HALIFAX, Nova Scotia—Nova Scotia and New Brunswick are preparing to tackle their scrap tire problems in 1997 and have both approved Tire Recycling Atlantic Canada Corp. (TRACC) to operate tire recycling plants in their provinces. The New Brunswick facility, located in Minto, will be on stream in early 1997, a TRACC official said. The Nova Scotia site has not been determined but the facility must be operational by June 30, according to a contract between the province and TRACC. The Nova Scotia plant will process about 720,000 of the estimated 900,000 scrap tires generated annually in the province.
Each of the facilities will cost $3.3 million to build and will employ about 55, according to TRACC President Doug Vicars.
``There's a tire problem here that needs to be taken care of,'' Mr. Vicars said. ``We're not interested in burning the tires, we want to turn them into useful products.''
Effective Jan. 2, Nova Scotia banned tires from landfills and incinerators and instituted a $3 fee on each new passenger and light truck tire sold and a $9 fee on larger tires to fund the Resource Recovery Fund Board that manages the tire program.
New Brunswick implemented its ban on landfilling tires Oct. 1 and began collecting a $3 fee on new car tires and a $9 fee on large truck tires.
Brian Miller, president of the Atlantic Tire Dealers Association, which represents dealers in the Maritime Provinces, said tire dealers generally support the $3 tire fee, and the government has launched a promotional campaign to explain the recycling program to consumers.
But Mr.
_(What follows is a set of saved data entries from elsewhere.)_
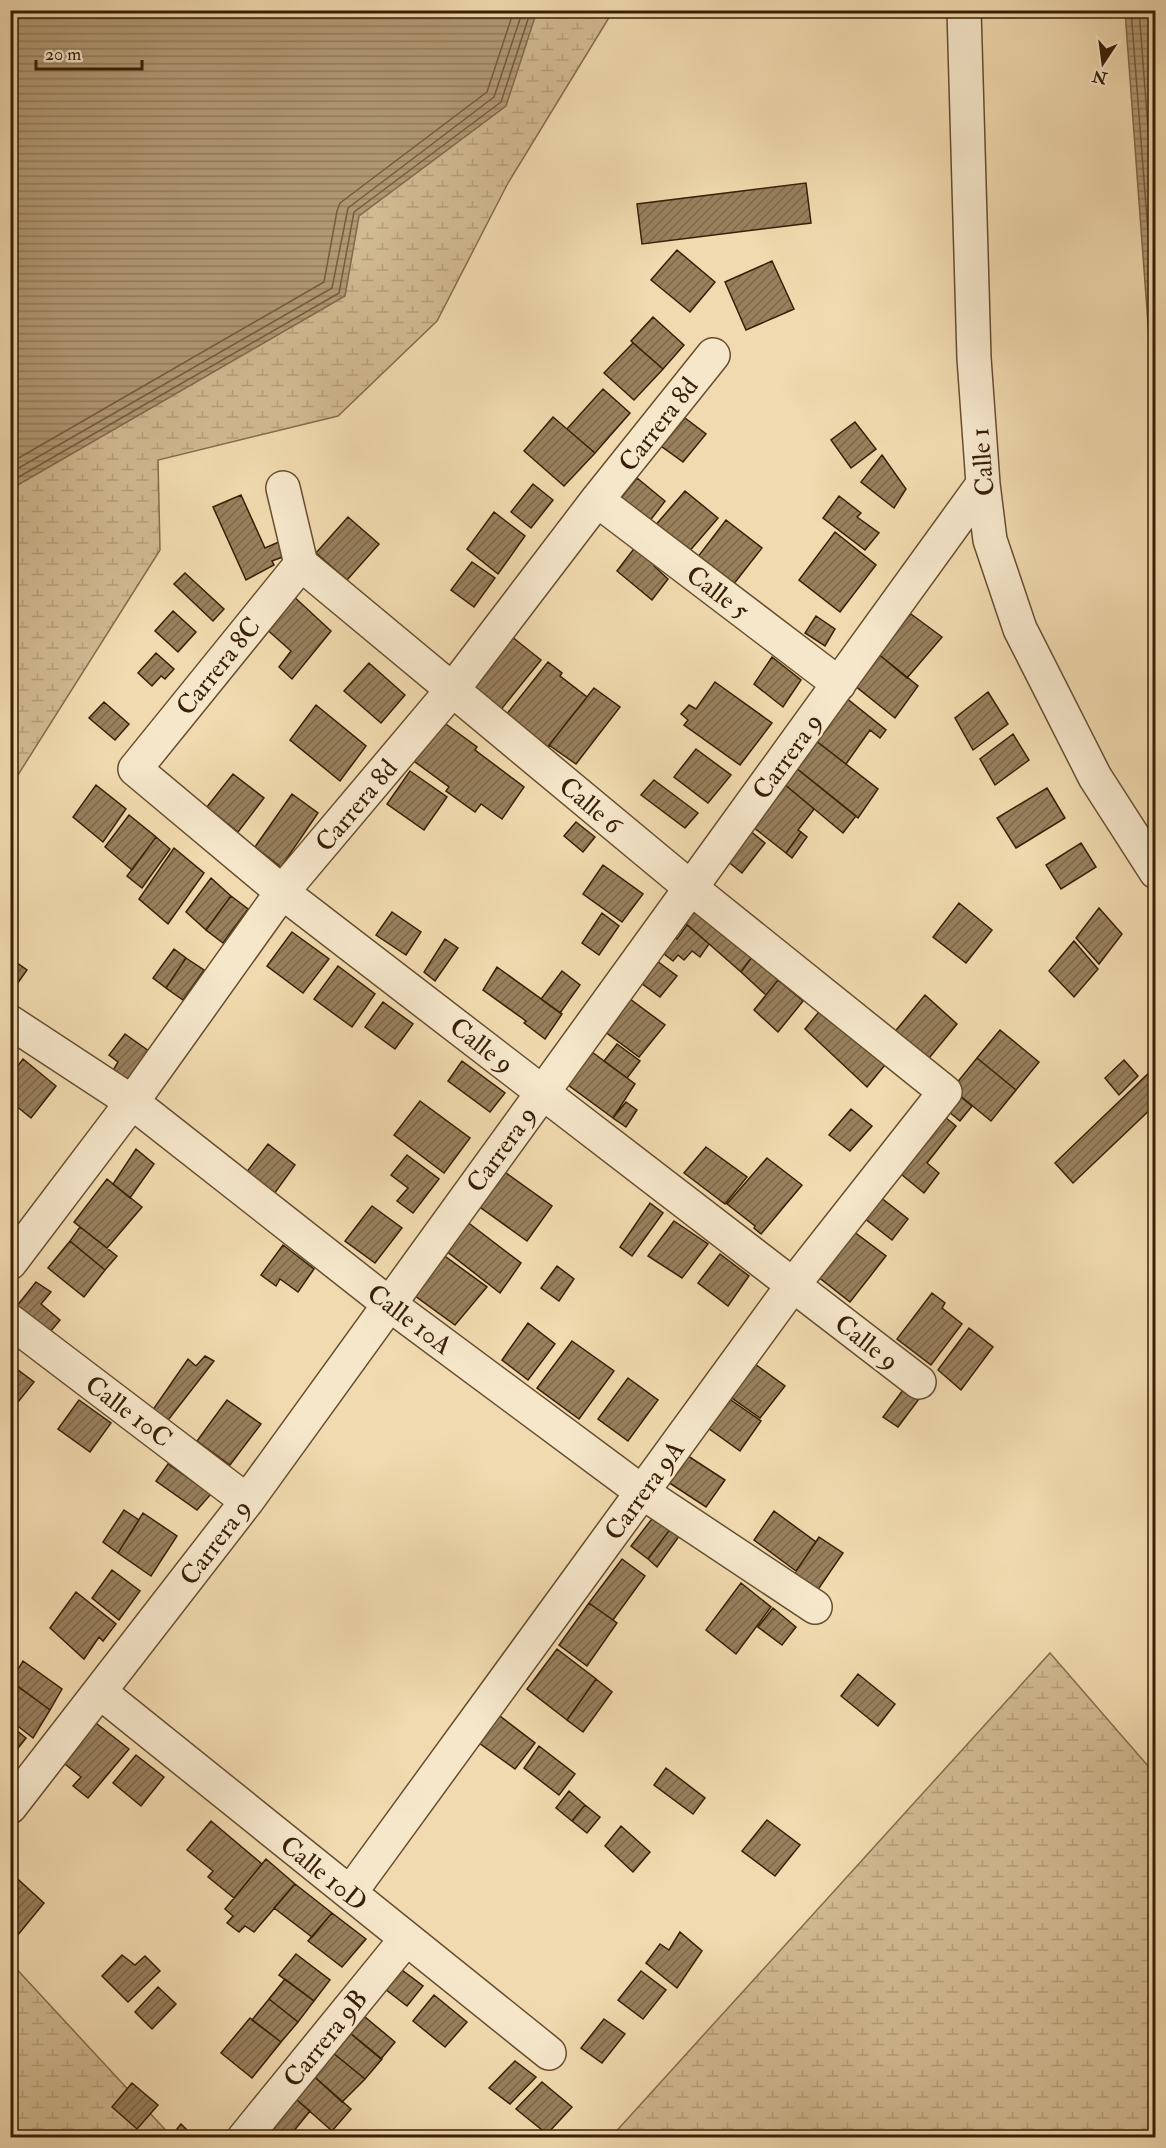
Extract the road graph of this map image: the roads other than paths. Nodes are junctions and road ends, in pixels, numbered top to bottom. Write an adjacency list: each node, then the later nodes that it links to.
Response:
1 (964, 10): 3 (street, Calle 1)
2 (713, 355): 5 (street, Carrera 8d)
3 (983, 484): 7 (street, Carrera 9); 10 (street, Calle 1)
4 (284, 488): 6 (street)
5 (597, 500): 7 (street, Calle 5); 8 (street, Carrera 8d)
6 (301, 564): 8 (street, Calle 6); 9 (street, Carrera 8C)
7 (839, 684): 11 (street, Carrera 9)
8 (453, 689): 11 (street, Calle 6); 12 (street, Carrera 8d)
9 (135, 769): 12 (street, Calle 9)
10 (1155, 872)
11 (691, 888): 14 (street, Carrera 9); 15 (street, Calle 6)
12 (282, 892): 14 (street, Calle 9); 16 (street, Carrera 8d)
13 (10, 1022): 16 (street, Calle 10A)
14 (543, 1092): 18 (street, Calle 9); 19 (street, Carrera 9)
15 (945, 1092): 18 (street, Carrera 9A)
16 (132, 1102): 17 (street, Carrera 8d); 19 (street, Calle 10A)
17 (10, 1263)
18 (793, 1285): 21 (street, Calle 9); 22 (street, Carrera 9A)
19 (389, 1304): 22 (street, Calle 10A); 23 (street, Carrera 9)
20 (10, 1321): 23 (street, Calle 10C)
21 (919, 1382)
22 (642, 1492): 24 (street, Calle 10A); 27 (street, Carrera 9A)
23 (246, 1501): 25 (street, Carrera 9)
24 (816, 1607)
25 (100, 1692): 26 (street, Carrera 9); 27 (street, Calle 10D)
26 (12, 1803)
27 (350, 1893): 28 (street, Calle 10D)
28 (406, 1939): 29 (street, Calle 10D); 30 (street, Carrera 9B)
29 (549, 2053)
30 (244, 2138)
Miller, who operates Miller Tire Service Ltd. in Dartmouth, Nova Scotia, said he and other truck tire dealers fear the $9 truck tire fee will turn away fleet customers, many of whom are based in Ontario, which doesn't have a tire fee.
On the upside, the TRACC contract eliminates dealers' tire disposal costs, which many dealers absorbed in the past, he said.
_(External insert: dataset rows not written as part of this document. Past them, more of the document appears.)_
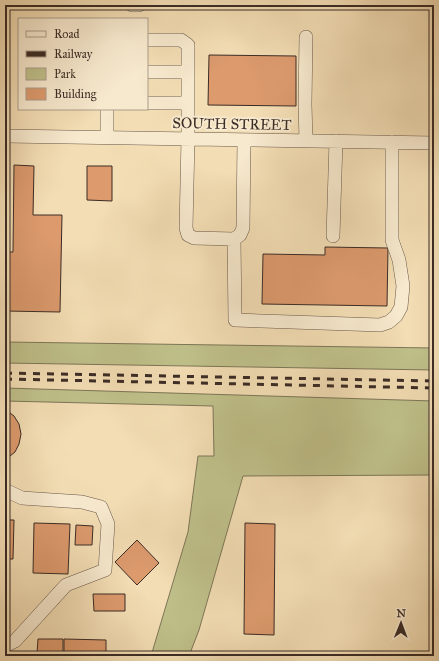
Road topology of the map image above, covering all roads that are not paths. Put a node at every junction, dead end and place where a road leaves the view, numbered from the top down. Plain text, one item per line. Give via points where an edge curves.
1 (132, 5) edge
2 (140, 5) edge
3 (306, 37) dead end
4 (148, 40) edge
5 (148, 72) edge
6 (188, 72) junction
7 (148, 103) edge
8 (188, 103) junction
9 (107, 110) edge
10 (5, 136) edge
11 (107, 138) junction
12 (188, 139) junction
13 (244, 140) junction
14 (306, 141) junction
15 (336, 141) junction
16 (392, 142) junction
17 (434, 143) edge
18 (333, 236) dead end
19 (234, 239) junction
20 (5, 490) edge
21 (5, 646) edge

1 - 2 street
3 - 14 street
4 - 6 street via 181,40 188,45
5 - 6 street
6 - 8 street
7 - 8 street
8 - 12 street
9 - 11 street
10 - 11 street, SOUTH STREET
11 - 12 street, SOUTH STREET
12 - 13 street, SOUTH STREET
12 - 19 street via 188,235 194,238
13 - 14 street, SOUTH STREET
13 - 19 street via 243,228 240,235
14 - 15 street, SOUTH STREET
15 - 16 street, SOUTH STREET
15 - 18 street
16 - 17 street, SOUTH STREET
16 - 19 street via 392,240 403,286 401,307 389,322 380,325 235,320
20 - 21 street via 22,498 82,502 101,507 108,524 105,570 66,585 15,641

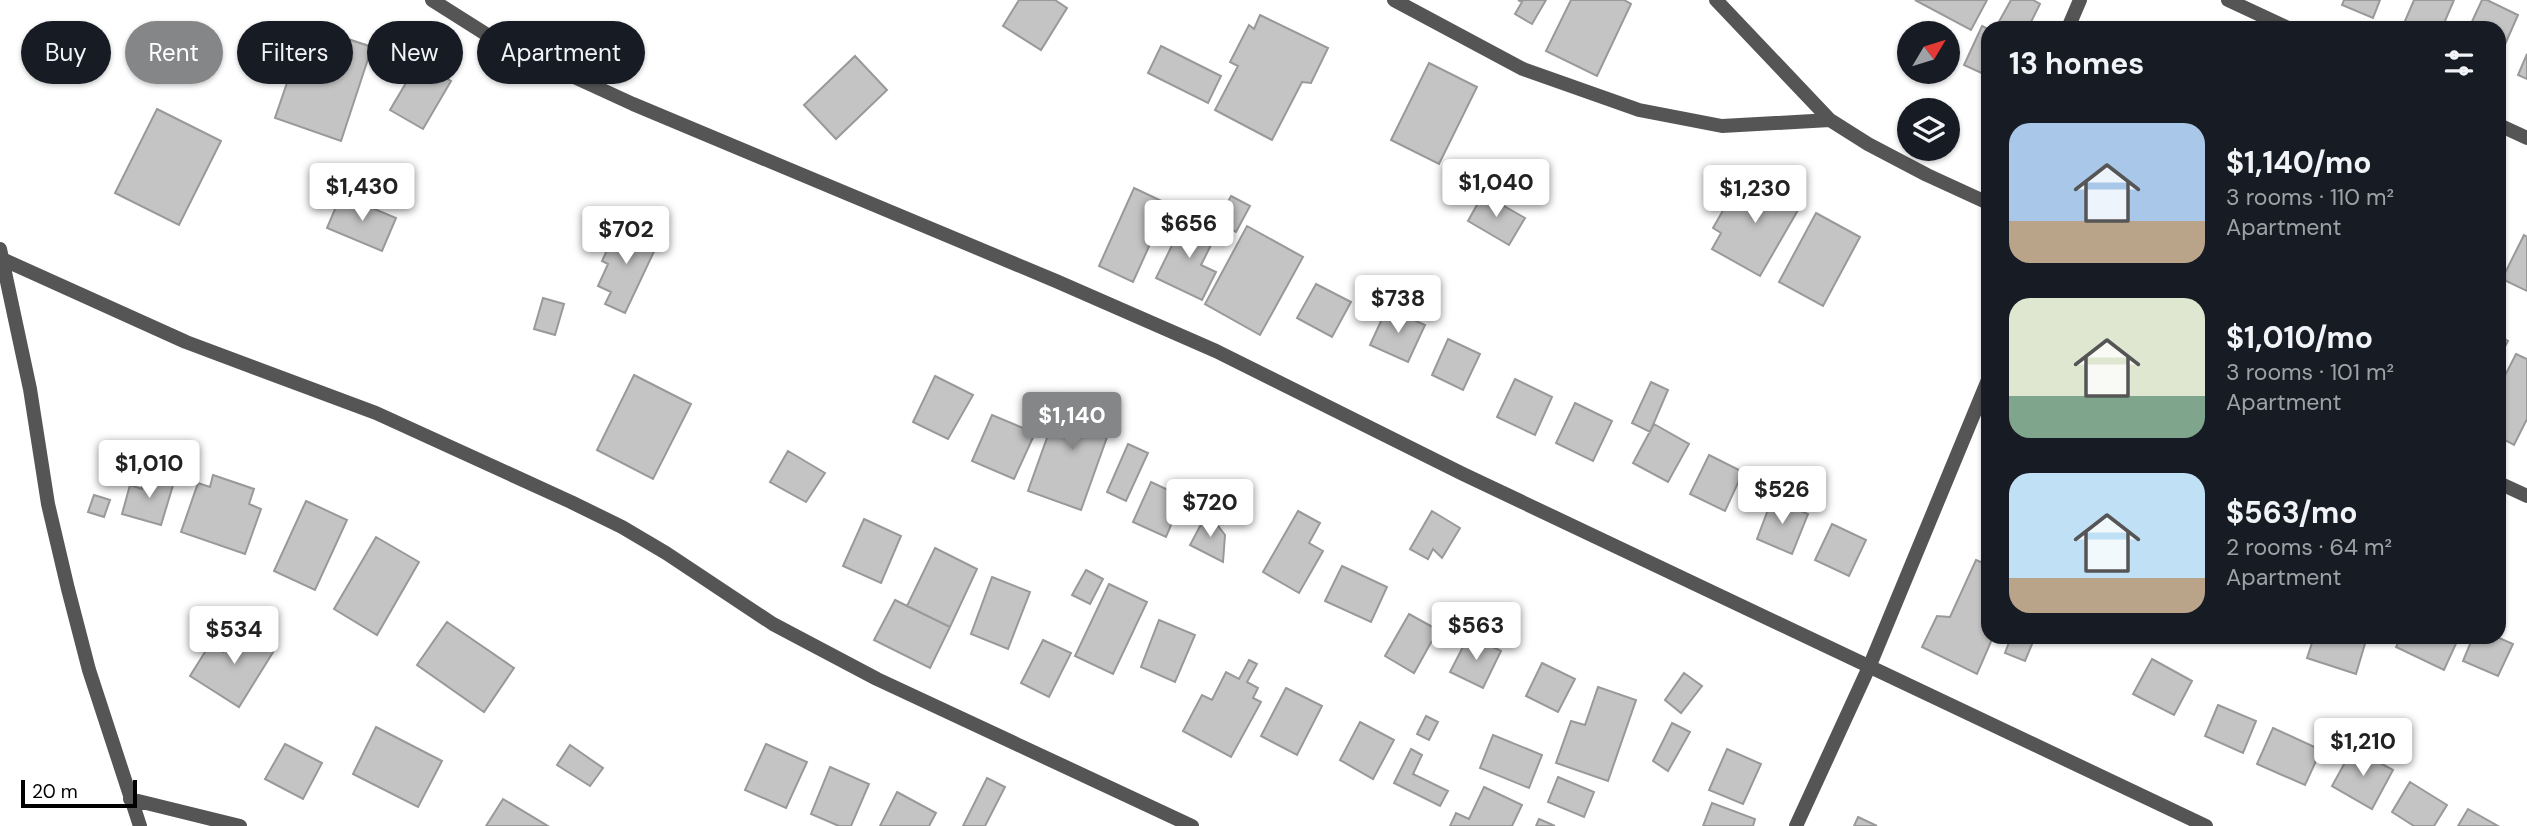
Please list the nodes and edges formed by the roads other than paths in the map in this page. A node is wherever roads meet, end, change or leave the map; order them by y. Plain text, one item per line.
1 (432, 0) edge
2 (1394, 0) edge
3 (1716, 0) edge
4 (2080, 0) edge
5 (2228, 0) edge
6 (2071, 21) edge
7 (2273, 21) edge
8 (1830, 120) junction
9 (2506, 128) edge
10 (2527, 138) edge
11 (1981, 200) edge
12 (1, 253) edge
13 (1981, 397) edge
14 (2506, 486) edge
15 (2527, 496) edge
16 (1870, 665) junction
17 (130, 799) junction
18 (140, 826) edge
19 (240, 826) edge
20 (1192, 826) edge
21 (1796, 826) edge
22 (2206, 826) edge

1 - 16 street
2 - 8 street
3 - 8 street
4 - 6 street
5 - 7 street
8 - 11 street
9 - 10 street
12 - 17 street
12 - 20 street
13 - 16 street
14 - 15 street
16 - 21 street
16 - 22 street
17 - 18 street
17 - 19 street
Under the recycling program, used tires will be collected and delivered to the privately financed and operated recycling facilities, where the tires will be shredded and processed into other products, such as manhole collars and risers, sheet stocks and animal mats.
Sixty companies expressed interest in operating a facility during the bidding process, according to a spokesman for the Nova Scotia Department of the Environment.
The newly established TRACC is affiliated with the Mennonite Central Committee, which helped launch the Edmonton (Alberta) Recycling Society in 1988 to collect, process and market recyclable materials generated in that city.